Testing Designs by Changing Only One Thing
Atlas stands at a wooden workbench cluttered with paper bridges, small weights, and sticky notes, carefully lowering a penny onto one bridge while the other three identical bridges wait in a row behind him.
- Explain why engineers change only one thing at a time when testing a design.
- Identify which part of a test is being changed and which parts are being kept the same.
- Compare two test results and explain what the difference tells you.
- Predict what would happen to your results if you changed two things at once.
Key terms
- fair test
- a test that changes only one thing
- variable
- the one thing you change on purpose
- controlled variable
- a thing you keep the same
- result
- what happens at the end of a test
Change Just One Thing
A fair test means you change exactly one thing and keep everything else the same. The one thing you change is called the variable. If you change two things at once, you cannot tell which one mattered. Say one bridge is wider and also folded differently. If it holds more weight, was it the width or the folds? You will never know. Changing one thing keeps the test honest and clear.
Keep the Rest the Same
The parts you keep the same are called controlled variables. You control them, which means you hold them steady. If you test if thick rubber bands launch farther, you keep the same arm, the same angle, and the same ball. Only the rubber band changes. Now any change you see must come from the rubber band. That is how you know your answer is true and not a lucky guess.
Worked examples
Mia swaps a thicker rubber band but keeps everything else the same. Is it fair?
- Check what she changed: just the rubber band.
- Check what stayed the same: arm, angle, ball.
- Only one thing changed.
Answer: Yes, it is a fair test.
Plane A is longer AND has wider wings than Plane B. What is wrong?
- Two things are different at once.
- You cannot tell which one helped.
Answer: It is not fair, because two things changed together.
Activity
Sort each test plan into Fair Test or Not a Fair Test, then explain your choice.
Practice
Decide if changing two ramp things at once is fair.
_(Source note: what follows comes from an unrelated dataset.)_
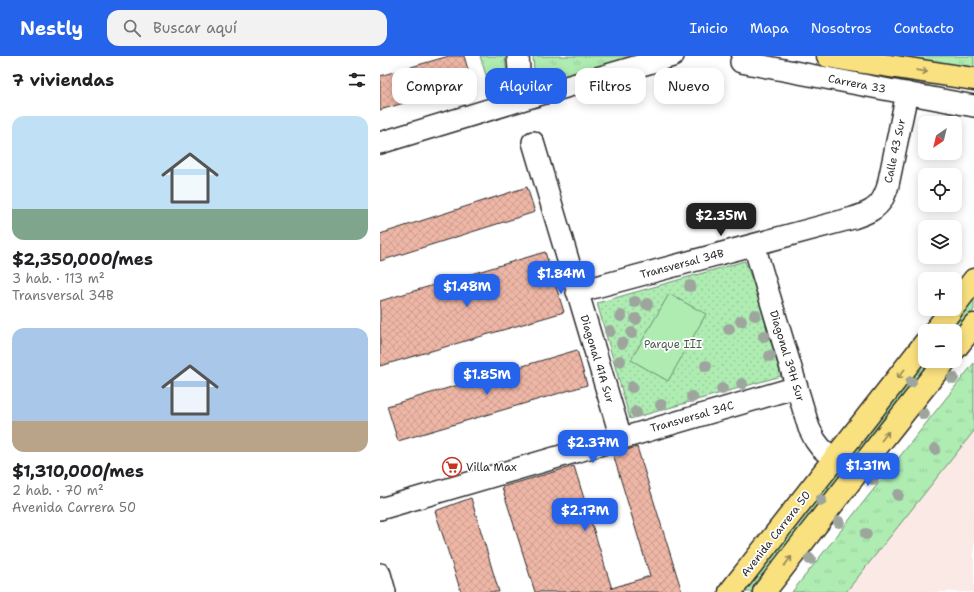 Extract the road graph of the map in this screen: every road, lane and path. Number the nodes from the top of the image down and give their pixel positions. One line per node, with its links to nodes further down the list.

Plan a fair test for which paper folds the strongest.
Common mistakes to avoid
- Change many things to save timeChanging many things hides which one caused the result.
- Testing once makes it fairTesting once is fine, but you still change only one thing.
Check your understanding
Mia wants to find out if a thicker rubber band makes a catapult launch farther. She uses the same catapult arm, the same launch angle, and the same ball, but swaps in a thicker rubber band. What makes this a fair test?
Jaylen tested two paper planes. Plane A was longer AND had wider wings than Plane B. Plane A flew farther. What is the PROBLEM with Jaylen's test?
An engineer says, 'I will change the height of the ramp AND the weight of the car at the same time to save time.' What is most likely to go wrong?
Recap
A fair test changes only one thing, called the variable, and keeps everything else the same. The parts you hold steady are controlled variables. Then any change in the result must come from the one thing you changed.
Reflect
What one thing would you change in your next fair test?